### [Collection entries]
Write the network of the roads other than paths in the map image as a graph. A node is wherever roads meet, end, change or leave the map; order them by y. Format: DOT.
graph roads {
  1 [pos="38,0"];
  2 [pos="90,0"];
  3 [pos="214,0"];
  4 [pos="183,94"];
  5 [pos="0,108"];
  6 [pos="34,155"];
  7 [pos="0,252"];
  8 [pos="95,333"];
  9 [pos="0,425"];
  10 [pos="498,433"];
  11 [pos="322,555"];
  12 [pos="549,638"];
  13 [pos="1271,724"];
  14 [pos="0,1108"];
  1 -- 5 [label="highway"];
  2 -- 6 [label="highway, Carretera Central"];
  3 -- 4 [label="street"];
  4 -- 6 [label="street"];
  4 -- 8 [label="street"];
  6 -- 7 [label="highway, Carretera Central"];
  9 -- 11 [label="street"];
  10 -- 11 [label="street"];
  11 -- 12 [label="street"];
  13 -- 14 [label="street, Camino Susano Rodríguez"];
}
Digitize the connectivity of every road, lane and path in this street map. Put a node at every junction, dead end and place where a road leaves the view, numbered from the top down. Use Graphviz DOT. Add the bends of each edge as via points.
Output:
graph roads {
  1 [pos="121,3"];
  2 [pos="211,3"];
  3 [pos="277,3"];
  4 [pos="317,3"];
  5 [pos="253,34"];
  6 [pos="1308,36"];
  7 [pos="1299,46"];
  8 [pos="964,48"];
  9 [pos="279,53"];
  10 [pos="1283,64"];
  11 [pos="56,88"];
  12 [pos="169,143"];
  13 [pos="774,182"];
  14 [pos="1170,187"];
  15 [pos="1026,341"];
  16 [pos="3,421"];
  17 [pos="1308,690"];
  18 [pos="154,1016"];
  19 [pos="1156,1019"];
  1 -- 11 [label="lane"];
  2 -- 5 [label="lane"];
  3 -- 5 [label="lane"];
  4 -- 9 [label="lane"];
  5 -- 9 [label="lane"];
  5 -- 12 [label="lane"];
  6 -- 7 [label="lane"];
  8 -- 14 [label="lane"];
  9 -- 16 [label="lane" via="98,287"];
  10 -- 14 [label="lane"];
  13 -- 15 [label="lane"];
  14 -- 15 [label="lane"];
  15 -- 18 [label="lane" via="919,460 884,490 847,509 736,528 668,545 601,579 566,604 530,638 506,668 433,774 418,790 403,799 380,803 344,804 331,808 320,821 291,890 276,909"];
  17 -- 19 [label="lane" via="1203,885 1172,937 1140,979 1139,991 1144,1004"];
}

### [TASK TO CARRY OUT]
With nothing added or dropped, reproduce all the data exactly.

### [REPLY]
Write the network of the roads other than paths in the map image as a graph. A node is wherever roads meet, end, change or leave the map; order them by y. Format: DOT.
graph roads {
  1 [pos="38,0"];
  2 [pos="90,0"];
  3 [pos="214,0"];
  4 [pos="183,94"];
  5 [pos="0,108"];
  6 [pos="34,155"];
  7 [pos="0,252"];
  8 [pos="95,333"];
  9 [pos="0,425"];
  10 [pos="498,433"];
  11 [pos="322,555"];
  12 [pos="549,638"];
  13 [pos="1271,724"];
  14 [pos="0,1108"];
  1 -- 5 [label="highway"];
  2 -- 6 [label="highway, Carretera Central"];
  3 -- 4 [label="street"];
  4 -- 6 [label="street"];
  4 -- 8 [label="street"];
  6 -- 7 [label="highway, Carretera Central"];
  9 -- 11 [label="street"];
  10 -- 11 [label="street"];
  11 -- 12 [label="street"];
  13 -- 14 [label="street, Camino Susano Rodríguez"];
}
Digitize the connectivity of every road, lane and path in this street map. Put a node at every junction, dead end and place where a road leaves the view, numbered from the top down. Use Graphviz DOT. Add the bends of each edge as via points.
Output:
graph roads {
  1 [pos="121,3"];
  2 [pos="211,3"];
  3 [pos="277,3"];
  4 [pos="317,3"];
  5 [pos="253,34"];
  6 [pos="1308,36"];
  7 [pos="1299,46"];
  8 [pos="964,48"];
  9 [pos="279,53"];
  10 [pos="1283,64"];
  11 [pos="56,88"];
  12 [pos="169,143"];
  13 [pos="774,182"];
  14 [pos="1170,187"];
  15 [pos="1026,341"];
  16 [pos="3,421"];
  17 [pos="1308,690"];
  18 [pos="154,1016"];
  19 [pos="1156,1019"];
  1 -- 11 [label="lane"];
  2 -- 5 [label="lane"];
  3 -- 5 [label="lane"];
  4 -- 9 [label="lane"];
  5 -- 9 [label="lane"];
  5 -- 12 [label="lane"];
  6 -- 7 [label="lane"];
  8 -- 14 [label="lane"];
  9 -- 16 [label="lane" via="98,287"];
  10 -- 14 [label="lane"];
  13 -- 15 [label="lane"];
  14 -- 15 [label="lane"];
  15 -- 18 [label="lane" via="919,460 884,490 847,509 736,528 668,545 601,579 566,604 530,638 506,668 433,774 418,790 403,799 380,803 344,804 331,808 320,821 291,890 276,909"];
  17 -- 19 [label="lane" via="1203,885 1172,937 1140,979 1139,991 1144,1004"];
}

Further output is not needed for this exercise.